Work to complete: Copy each line of the data that has "junction" in it.

---- Data excerpts

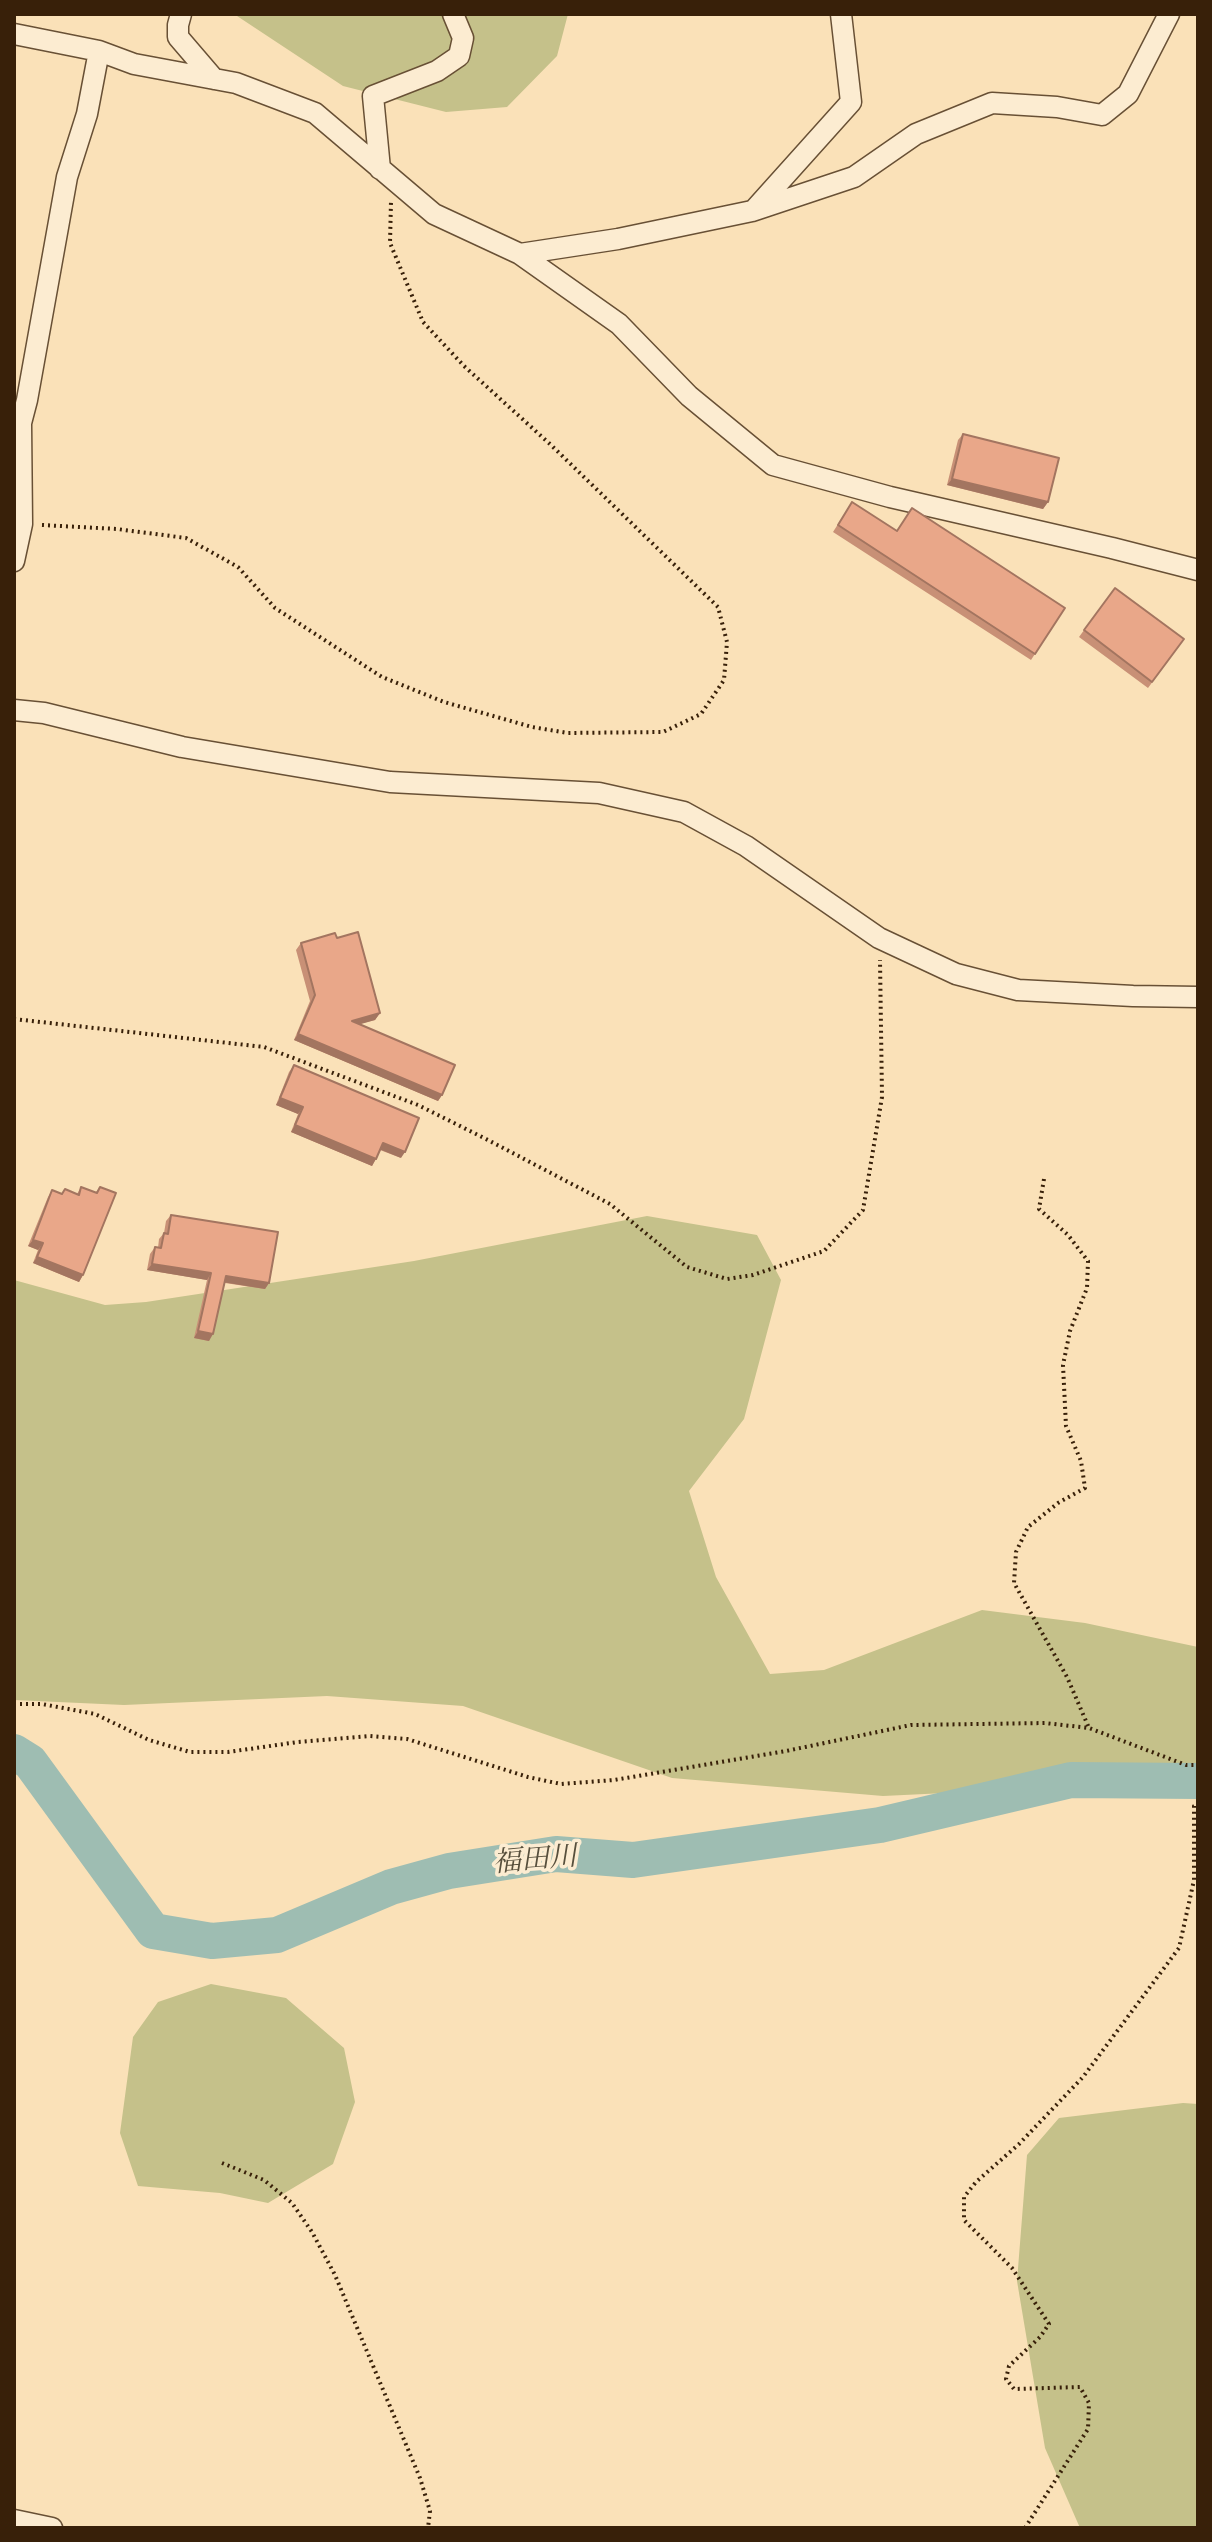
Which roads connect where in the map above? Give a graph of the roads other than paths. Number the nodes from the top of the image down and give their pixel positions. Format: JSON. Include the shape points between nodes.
{"nodes":[{"id":1,"x":181,"y":14,"type":"edge"},
{"id":2,"x":453,"y":14,"type":"edge"},
{"id":3,"x":841,"y":14,"type":"edge"},
{"id":4,"x":1169,"y":14,"type":"edge"},
{"id":5,"x":14,"y":34,"type":"edge"},
{"id":6,"x":99,"y":51,"type":"junction"},
{"id":7,"x":214,"y":79,"type":"junction"},
{"id":8,"x":386,"y":174,"type":"junction"},
{"id":9,"x":752,"y":211,"type":"junction"},
{"id":10,"x":520,"y":254,"type":"junction"},
{"id":11,"x":14,"y":561,"type":"edge"},
{"id":12,"x":1198,"y":570,"type":"edge"},
{"id":13,"x":14,"y":710,"type":"edge"},
{"id":14,"x":1198,"y":997,"type":"edge"},
{"id":15,"x":14,"y":2520,"type":"edge"},
{"id":16,"x":52,"y":2528,"type":"edge"}],
"edges":[{"from":1,"to":7,"type":"street","via":[[178,37]]},
{"from":2,"to":8,"type":"street","via":[[463,38],[459,56],[437,71],[373,96]]},
{"from":3,"to":9,"type":"street","via":[[851,102]]},
{"from":4,"to":9,"type":"street","via":[[1128,94],[1102,115],[992,103],[916,134],[854,177]]},
{"from":5,"to":6,"type":"street"},
{"from":6,"to":7,"type":"street","via":[[134,64]]},
{"from":6,"to":11,"type":"street","via":[[67,177],[21,423],[22,524]]},
{"from":7,"to":8,"type":"street","via":[[315,113]]},
{"from":8,"to":10,"type":"street","via":[[434,214]]},
{"from":9,"to":10,"type":"street"},
{"from":10,"to":12,"type":"street","via":[[619,324],[689,396],[773,465]]},
{"from":13,"to":14,"type":"street","via":[[182,747],[390,782],[599,793],[684,812],[746,846],[879,938],[956,974],[1018,990]]},
{"from":15,"to":16,"type":"street"}]}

--------

Result of the task:
{"id":6,"x":99,"y":51,"type":"junction"},
{"id":7,"x":214,"y":79,"type":"junction"},
{"id":8,"x":386,"y":174,"type":"junction"},
{"id":9,"x":752,"y":211,"type":"junction"},
{"id":10,"x":520,"y":254,"type":"junction"},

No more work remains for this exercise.